▸ WHAT YOU HAVE TO DO:
Filter the records for "Leach" and keep each line that has it.

▸ INFORMATION GIVEN:
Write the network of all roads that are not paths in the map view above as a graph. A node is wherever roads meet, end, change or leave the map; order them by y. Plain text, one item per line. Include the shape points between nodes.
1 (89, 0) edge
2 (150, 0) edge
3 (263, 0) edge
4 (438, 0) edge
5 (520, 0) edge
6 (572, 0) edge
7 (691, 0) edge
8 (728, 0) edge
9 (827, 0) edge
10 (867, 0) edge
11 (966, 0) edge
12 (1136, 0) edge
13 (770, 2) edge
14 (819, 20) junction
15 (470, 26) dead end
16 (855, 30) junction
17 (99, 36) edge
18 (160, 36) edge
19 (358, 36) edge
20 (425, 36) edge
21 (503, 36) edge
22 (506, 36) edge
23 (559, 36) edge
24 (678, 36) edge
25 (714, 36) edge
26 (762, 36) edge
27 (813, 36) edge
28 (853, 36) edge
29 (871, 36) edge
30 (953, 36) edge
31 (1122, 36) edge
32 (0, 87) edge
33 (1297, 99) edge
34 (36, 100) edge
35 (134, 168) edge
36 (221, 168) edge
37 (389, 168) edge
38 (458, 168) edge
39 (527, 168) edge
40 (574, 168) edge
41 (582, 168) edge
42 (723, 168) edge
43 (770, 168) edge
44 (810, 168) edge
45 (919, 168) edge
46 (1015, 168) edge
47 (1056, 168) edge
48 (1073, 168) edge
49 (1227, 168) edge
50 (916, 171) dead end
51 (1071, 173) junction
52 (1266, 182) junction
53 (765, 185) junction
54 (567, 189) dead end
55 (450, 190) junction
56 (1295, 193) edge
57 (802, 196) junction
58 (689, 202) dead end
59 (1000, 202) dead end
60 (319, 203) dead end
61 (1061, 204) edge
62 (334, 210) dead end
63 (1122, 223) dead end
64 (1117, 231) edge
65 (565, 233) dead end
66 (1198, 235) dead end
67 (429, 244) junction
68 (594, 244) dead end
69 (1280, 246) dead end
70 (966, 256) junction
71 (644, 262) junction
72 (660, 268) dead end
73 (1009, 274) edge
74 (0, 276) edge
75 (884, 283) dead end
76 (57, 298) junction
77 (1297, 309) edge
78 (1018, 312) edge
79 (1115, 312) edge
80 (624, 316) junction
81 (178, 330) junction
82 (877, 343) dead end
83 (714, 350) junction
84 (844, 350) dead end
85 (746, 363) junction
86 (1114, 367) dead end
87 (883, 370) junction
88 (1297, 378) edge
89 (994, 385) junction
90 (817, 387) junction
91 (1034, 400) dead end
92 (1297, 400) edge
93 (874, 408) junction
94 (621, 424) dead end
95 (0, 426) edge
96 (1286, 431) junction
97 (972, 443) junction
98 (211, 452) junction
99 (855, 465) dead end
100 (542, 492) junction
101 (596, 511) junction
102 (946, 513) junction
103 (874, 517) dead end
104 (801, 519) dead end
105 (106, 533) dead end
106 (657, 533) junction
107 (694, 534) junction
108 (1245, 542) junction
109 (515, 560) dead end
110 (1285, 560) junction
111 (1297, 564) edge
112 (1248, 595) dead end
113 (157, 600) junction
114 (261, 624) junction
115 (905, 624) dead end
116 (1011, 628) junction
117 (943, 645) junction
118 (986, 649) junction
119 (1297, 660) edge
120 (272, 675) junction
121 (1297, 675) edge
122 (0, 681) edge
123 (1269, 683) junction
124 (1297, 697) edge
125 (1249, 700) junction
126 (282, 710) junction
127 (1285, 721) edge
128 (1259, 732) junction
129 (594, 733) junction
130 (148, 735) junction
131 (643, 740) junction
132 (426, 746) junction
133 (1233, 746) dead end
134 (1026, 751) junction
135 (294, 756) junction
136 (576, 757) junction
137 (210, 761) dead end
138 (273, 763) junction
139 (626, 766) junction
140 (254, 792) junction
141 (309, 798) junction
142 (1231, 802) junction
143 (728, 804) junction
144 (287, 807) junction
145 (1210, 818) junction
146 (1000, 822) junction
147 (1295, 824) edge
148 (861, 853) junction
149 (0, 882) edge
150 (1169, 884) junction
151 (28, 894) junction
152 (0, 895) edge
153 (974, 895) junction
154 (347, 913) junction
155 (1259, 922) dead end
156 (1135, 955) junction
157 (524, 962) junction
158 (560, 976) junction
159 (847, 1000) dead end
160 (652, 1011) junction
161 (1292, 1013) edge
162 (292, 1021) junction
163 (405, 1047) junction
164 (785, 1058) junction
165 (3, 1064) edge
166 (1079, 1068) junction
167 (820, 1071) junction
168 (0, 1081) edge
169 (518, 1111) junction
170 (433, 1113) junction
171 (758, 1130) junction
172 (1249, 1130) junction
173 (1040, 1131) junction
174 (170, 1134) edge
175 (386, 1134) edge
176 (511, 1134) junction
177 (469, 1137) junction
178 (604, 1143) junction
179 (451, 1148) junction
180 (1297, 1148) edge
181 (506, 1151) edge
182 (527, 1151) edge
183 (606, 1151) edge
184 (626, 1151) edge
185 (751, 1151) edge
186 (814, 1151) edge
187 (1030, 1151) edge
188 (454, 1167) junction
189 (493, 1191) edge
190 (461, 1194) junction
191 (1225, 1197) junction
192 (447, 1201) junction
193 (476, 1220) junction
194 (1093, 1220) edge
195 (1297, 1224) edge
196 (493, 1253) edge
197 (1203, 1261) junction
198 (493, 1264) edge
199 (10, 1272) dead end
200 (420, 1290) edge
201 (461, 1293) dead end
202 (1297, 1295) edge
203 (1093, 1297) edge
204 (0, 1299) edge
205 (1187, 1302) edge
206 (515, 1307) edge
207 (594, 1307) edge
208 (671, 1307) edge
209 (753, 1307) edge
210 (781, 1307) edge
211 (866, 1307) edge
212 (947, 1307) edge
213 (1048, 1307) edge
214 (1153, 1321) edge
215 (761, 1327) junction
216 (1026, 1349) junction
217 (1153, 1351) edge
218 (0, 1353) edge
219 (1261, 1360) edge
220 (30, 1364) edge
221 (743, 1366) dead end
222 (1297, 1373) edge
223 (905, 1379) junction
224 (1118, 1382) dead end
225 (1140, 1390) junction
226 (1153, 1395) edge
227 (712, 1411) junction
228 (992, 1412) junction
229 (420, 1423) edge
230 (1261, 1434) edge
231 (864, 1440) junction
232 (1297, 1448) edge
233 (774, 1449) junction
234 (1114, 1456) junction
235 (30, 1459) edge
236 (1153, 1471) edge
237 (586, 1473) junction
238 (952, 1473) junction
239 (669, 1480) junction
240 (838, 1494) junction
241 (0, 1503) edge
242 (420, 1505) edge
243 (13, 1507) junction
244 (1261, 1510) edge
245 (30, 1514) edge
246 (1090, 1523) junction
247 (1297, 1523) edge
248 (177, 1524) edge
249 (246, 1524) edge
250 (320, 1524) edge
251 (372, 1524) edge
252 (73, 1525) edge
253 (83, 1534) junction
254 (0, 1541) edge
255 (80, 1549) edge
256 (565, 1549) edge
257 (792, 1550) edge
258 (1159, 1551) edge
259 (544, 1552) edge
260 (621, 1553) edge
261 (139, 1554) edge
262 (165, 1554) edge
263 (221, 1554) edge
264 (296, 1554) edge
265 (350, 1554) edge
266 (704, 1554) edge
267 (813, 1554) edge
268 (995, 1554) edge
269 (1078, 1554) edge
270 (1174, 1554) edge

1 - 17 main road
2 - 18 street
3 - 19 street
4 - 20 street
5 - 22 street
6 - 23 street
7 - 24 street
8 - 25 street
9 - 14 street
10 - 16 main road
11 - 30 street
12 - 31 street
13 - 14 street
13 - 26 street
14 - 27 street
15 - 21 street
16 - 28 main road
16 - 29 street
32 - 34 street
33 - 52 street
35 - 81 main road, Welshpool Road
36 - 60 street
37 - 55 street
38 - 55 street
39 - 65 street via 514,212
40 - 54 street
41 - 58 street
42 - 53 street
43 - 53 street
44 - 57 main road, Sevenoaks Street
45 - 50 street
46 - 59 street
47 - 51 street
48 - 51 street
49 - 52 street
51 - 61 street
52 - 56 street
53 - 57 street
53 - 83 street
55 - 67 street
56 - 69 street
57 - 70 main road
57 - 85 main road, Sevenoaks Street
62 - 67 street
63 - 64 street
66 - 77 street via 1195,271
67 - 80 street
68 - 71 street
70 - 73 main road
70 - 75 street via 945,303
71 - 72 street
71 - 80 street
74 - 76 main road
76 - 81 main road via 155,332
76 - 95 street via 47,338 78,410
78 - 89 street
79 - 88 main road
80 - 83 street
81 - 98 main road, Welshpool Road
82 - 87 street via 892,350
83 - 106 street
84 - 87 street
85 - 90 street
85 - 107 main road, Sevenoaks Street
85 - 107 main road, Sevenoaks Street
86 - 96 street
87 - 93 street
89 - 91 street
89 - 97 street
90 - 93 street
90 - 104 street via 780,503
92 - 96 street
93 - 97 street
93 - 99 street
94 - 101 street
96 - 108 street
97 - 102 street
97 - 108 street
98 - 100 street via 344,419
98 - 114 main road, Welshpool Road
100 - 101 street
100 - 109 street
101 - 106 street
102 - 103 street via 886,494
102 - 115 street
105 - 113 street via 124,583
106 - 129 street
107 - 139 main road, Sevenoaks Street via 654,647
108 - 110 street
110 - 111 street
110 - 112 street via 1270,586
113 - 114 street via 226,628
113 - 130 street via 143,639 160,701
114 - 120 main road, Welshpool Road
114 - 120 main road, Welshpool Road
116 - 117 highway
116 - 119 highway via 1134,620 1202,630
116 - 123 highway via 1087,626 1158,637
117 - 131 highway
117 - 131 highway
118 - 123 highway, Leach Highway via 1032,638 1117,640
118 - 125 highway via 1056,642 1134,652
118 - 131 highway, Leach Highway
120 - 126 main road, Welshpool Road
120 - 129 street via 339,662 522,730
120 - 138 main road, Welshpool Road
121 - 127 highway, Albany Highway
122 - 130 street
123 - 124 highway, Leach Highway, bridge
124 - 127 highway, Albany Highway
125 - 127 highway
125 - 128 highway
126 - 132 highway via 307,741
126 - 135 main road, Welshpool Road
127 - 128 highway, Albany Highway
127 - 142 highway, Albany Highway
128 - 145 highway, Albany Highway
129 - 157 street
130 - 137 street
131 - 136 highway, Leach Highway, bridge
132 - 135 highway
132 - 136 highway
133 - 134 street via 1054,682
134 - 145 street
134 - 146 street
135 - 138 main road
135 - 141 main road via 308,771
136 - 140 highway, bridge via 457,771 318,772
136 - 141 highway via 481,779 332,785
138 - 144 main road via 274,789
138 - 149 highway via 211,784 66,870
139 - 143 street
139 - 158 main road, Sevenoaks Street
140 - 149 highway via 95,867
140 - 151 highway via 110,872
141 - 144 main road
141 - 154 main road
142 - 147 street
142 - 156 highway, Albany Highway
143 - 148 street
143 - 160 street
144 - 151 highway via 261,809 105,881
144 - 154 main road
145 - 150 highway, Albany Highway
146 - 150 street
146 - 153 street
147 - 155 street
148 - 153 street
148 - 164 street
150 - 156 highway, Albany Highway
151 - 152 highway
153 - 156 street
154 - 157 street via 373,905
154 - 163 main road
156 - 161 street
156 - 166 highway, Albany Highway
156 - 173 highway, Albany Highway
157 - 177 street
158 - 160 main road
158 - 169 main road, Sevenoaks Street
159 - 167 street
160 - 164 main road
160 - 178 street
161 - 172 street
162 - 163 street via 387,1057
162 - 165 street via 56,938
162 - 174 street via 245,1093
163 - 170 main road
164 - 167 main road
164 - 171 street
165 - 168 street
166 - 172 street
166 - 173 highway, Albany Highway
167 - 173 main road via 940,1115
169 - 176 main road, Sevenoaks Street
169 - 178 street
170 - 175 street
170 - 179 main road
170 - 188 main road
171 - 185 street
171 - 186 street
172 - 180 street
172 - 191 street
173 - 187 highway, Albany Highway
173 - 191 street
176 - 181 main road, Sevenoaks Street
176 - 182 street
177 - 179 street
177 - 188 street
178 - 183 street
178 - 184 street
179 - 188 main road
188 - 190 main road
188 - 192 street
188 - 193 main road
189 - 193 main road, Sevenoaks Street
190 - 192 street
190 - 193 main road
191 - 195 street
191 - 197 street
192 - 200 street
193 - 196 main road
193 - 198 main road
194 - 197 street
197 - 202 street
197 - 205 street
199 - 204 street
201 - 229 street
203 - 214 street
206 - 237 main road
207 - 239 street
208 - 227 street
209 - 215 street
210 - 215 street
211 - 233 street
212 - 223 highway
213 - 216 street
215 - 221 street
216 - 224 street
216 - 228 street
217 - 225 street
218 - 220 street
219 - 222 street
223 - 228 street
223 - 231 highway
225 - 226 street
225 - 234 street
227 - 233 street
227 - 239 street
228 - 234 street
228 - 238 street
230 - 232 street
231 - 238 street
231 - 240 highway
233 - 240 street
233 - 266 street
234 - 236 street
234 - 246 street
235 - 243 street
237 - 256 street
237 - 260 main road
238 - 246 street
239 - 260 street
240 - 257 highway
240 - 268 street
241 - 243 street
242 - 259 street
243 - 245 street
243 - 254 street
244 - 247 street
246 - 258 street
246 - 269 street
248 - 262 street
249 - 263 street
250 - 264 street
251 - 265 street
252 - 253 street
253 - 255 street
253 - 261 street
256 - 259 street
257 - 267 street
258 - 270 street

▸ TASK RESULT:
118 - 123 highway, Leach Highway via 1032,638 1117,640
118 - 131 highway, Leach Highway
123 - 124 highway, Leach Highway, bridge
131 - 136 highway, Leach Highway, bridge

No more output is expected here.